Stored data entries:
********************
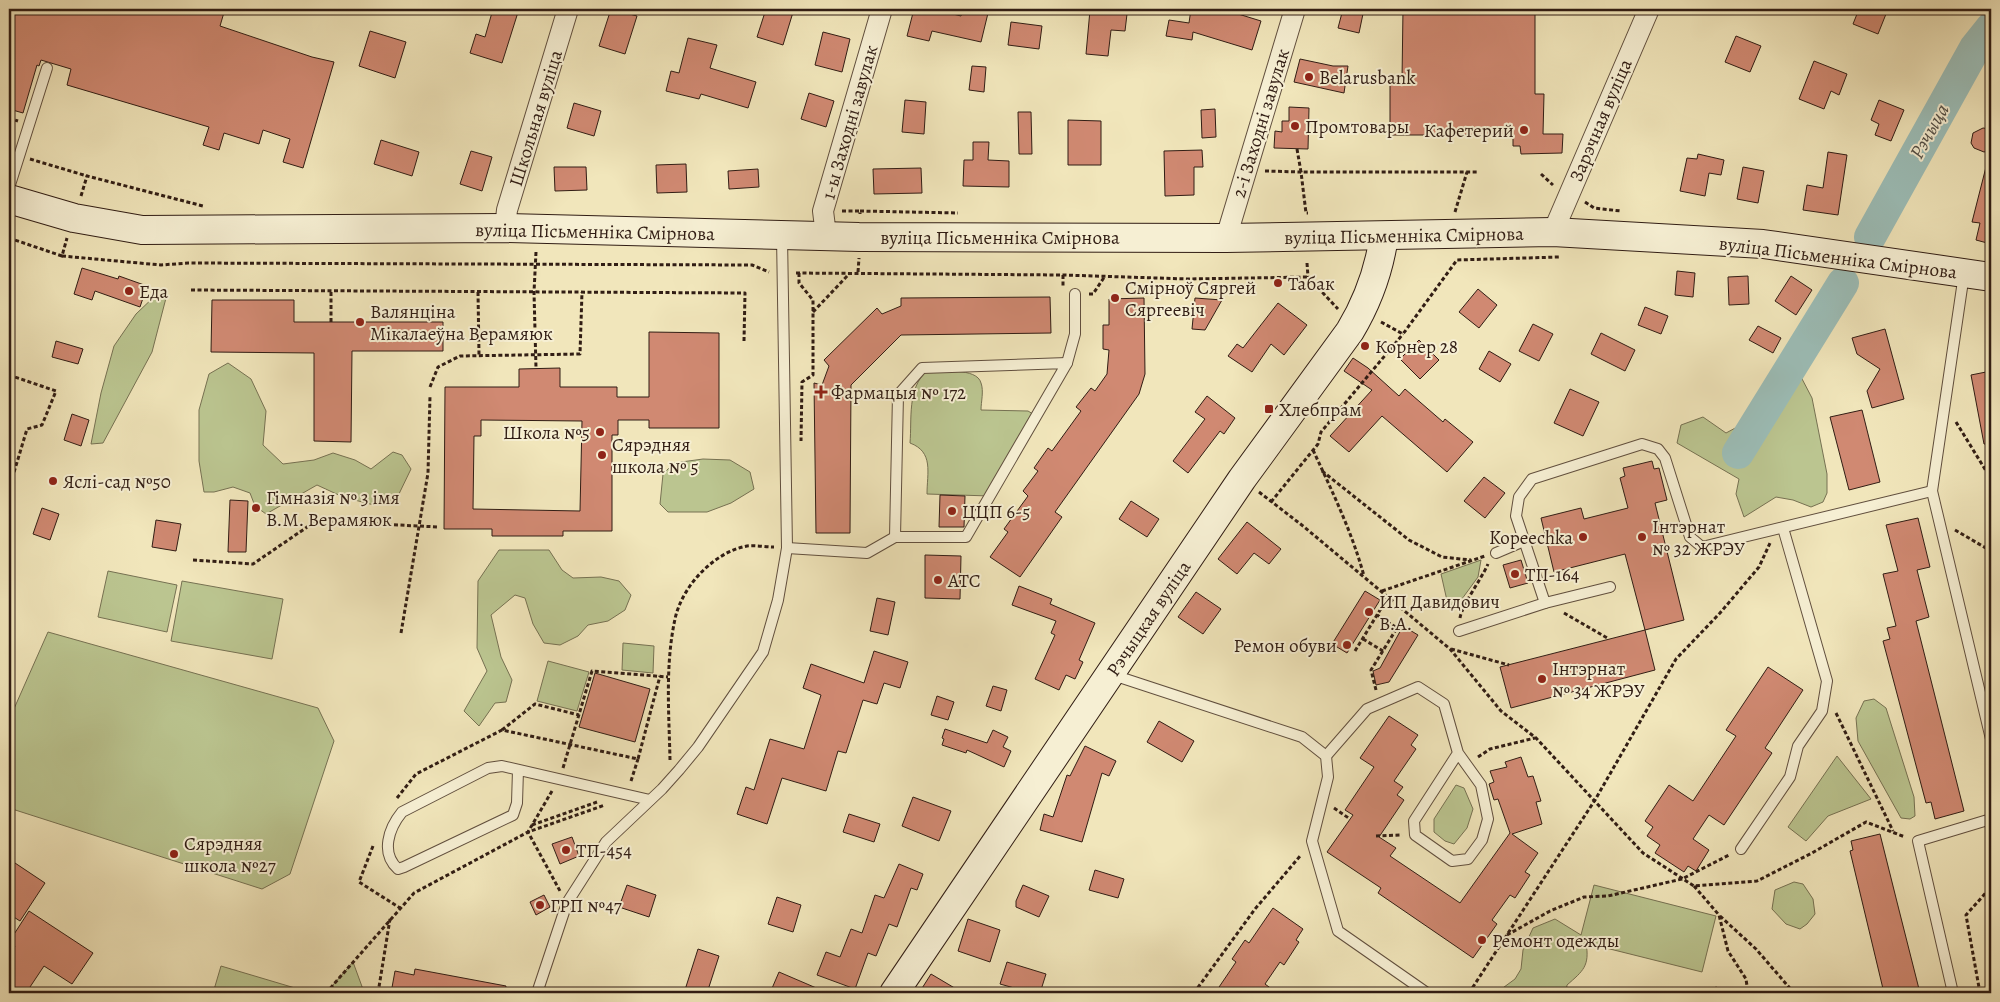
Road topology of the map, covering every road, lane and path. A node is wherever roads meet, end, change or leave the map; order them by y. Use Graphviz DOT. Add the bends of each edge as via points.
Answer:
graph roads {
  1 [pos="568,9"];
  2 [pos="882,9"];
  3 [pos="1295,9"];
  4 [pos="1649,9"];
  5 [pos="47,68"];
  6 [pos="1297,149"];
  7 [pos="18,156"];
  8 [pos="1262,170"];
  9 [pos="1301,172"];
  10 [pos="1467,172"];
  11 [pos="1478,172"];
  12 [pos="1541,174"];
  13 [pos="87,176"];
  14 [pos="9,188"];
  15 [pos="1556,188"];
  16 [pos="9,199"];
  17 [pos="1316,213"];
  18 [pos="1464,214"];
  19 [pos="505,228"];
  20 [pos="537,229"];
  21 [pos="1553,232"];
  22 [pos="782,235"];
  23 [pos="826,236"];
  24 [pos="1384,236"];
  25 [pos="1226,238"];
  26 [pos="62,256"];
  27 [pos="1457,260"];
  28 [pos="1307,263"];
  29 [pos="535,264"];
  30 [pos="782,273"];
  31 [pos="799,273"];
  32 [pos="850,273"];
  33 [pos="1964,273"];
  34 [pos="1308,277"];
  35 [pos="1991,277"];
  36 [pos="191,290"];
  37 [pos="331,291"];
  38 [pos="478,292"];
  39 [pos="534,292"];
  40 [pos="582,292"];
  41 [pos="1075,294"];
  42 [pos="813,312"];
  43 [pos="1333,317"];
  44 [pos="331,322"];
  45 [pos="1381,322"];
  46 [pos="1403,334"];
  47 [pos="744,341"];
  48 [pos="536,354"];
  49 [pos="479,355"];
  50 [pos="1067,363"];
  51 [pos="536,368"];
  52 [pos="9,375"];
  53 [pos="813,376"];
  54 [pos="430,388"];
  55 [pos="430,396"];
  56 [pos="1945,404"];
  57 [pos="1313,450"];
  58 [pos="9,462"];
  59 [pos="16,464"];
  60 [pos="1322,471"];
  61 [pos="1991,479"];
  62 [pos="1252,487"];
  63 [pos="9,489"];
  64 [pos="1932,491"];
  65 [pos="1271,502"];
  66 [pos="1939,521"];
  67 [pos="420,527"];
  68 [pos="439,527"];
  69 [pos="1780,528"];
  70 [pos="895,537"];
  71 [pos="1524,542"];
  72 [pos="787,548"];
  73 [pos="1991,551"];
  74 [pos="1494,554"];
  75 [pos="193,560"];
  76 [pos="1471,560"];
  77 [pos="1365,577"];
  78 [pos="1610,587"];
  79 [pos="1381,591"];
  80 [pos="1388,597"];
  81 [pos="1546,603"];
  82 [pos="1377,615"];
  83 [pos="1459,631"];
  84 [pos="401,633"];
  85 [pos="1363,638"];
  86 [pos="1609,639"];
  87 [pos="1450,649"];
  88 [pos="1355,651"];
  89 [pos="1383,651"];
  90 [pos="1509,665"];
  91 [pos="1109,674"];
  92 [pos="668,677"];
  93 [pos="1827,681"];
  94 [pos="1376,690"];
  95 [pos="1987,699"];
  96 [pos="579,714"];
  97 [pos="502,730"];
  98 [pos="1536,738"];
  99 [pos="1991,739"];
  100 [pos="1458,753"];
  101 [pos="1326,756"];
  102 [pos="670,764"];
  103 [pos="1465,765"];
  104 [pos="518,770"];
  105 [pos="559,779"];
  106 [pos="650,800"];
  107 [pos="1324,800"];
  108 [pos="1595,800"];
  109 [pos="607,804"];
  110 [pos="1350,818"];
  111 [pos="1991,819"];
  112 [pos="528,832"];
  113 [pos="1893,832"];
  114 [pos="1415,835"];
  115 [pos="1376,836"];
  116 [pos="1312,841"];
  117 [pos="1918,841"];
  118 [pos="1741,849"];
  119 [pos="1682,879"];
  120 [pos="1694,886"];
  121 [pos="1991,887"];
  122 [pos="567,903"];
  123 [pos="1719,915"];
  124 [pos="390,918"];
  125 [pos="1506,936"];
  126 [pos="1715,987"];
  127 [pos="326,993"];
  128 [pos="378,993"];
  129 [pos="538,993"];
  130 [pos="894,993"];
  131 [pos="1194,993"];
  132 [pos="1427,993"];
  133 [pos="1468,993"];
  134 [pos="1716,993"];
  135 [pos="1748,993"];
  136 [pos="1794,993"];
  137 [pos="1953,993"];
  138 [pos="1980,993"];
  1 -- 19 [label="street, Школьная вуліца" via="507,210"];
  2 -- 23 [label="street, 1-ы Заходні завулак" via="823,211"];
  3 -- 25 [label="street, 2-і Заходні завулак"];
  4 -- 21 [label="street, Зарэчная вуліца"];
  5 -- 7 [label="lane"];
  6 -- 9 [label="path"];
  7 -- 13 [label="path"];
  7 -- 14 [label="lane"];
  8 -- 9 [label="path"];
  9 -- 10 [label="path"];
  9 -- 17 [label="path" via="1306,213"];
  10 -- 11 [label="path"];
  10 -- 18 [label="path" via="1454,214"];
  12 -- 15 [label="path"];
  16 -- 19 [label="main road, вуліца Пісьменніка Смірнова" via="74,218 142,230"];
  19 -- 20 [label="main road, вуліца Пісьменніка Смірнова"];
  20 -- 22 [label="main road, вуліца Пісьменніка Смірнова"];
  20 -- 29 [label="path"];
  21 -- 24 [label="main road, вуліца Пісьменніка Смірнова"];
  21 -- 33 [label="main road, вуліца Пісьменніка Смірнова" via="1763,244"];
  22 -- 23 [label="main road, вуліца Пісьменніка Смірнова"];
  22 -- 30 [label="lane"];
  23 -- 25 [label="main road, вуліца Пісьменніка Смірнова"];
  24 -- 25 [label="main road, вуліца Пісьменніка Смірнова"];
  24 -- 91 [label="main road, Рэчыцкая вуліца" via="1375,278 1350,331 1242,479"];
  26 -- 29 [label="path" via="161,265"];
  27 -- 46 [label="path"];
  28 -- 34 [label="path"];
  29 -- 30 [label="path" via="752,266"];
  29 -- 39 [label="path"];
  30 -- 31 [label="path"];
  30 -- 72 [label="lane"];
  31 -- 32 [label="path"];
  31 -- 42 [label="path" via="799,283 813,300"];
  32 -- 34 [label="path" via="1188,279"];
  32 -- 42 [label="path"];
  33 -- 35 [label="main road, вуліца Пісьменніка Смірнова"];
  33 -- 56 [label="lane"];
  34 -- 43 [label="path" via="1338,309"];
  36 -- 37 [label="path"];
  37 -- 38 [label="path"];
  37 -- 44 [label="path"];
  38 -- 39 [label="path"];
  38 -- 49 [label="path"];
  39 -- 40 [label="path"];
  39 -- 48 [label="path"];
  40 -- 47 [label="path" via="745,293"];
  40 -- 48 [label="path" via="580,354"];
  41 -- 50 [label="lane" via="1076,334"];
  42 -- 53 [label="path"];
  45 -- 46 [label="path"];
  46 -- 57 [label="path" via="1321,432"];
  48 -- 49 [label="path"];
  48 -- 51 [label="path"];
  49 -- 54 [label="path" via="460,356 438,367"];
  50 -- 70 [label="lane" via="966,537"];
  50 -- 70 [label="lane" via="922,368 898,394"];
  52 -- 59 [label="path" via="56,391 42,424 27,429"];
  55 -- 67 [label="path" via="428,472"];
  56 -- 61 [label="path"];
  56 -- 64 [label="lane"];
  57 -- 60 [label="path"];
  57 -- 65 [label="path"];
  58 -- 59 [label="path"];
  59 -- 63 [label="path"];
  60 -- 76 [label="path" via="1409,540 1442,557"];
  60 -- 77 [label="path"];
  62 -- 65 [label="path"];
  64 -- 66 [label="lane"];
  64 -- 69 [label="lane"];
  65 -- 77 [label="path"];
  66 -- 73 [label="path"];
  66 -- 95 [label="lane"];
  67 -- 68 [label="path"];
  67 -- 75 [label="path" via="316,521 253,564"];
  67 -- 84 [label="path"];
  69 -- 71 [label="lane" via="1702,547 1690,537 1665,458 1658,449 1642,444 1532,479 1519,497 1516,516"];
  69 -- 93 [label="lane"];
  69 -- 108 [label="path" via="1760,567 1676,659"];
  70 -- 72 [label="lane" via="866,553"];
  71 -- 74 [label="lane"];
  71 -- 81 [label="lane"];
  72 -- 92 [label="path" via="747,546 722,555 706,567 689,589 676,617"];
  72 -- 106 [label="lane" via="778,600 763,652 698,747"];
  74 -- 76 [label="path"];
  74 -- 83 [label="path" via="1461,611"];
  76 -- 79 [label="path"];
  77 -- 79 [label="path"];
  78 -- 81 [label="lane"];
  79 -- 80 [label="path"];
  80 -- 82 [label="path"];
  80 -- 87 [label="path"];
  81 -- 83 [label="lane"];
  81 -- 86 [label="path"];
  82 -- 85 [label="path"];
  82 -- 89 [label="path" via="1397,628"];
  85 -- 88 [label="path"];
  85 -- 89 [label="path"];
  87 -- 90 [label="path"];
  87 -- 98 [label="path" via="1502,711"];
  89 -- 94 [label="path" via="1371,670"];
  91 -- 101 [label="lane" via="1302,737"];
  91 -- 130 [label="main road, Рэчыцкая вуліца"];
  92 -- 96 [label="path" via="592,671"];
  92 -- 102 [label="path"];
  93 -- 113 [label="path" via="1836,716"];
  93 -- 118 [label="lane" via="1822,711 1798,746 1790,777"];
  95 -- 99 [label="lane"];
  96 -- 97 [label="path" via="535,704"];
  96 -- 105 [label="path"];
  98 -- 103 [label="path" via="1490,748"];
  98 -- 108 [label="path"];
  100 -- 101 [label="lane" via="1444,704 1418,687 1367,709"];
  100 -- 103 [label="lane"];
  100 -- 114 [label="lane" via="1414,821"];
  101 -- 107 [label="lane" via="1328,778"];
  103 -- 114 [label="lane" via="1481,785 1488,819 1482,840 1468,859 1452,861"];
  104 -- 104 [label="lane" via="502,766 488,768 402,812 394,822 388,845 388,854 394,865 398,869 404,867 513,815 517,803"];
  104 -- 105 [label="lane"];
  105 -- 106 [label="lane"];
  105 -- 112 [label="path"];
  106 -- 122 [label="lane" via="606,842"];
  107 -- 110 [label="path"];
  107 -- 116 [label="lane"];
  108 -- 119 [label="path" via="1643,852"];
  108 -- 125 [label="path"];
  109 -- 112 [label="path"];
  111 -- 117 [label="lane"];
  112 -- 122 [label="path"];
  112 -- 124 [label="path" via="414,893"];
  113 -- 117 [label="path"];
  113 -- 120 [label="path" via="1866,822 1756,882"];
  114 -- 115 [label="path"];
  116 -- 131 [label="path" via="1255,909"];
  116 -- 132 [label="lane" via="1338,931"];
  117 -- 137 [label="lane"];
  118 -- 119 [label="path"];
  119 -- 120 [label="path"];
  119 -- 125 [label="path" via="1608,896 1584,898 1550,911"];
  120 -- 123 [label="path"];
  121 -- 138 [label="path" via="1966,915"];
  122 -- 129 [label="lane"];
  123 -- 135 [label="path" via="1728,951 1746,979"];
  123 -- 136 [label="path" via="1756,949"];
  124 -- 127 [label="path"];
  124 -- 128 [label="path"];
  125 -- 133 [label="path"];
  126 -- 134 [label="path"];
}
********************
### Required action
Search the data for "Смірнова". Copy every matching line.

### Output below
  16 -- 19 [label="main road, вуліца Пісьменніка Смірнова" via="74,218 142,230"];
  19 -- 20 [label="main road, вуліца Пісьменніка Смірнова"];
  20 -- 22 [label="main road, вуліца Пісьменніка Смірнова"];
  21 -- 24 [label="main road, вуліца Пісьменніка Смірнова"];
  21 -- 33 [label="main road, вуліца Пісьменніка Смірнова" via="1763,244"];
  22 -- 23 [label="main road, вуліца Пісьменніка Смірнова"];
  23 -- 25 [label="main road, вуліца Пісьменніка Смірнова"];
  24 -- 25 [label="main road, вуліца Пісьменніка Смірнова"];
  33 -- 35 [label="main road, вуліца Пісьменніка Смірнова"];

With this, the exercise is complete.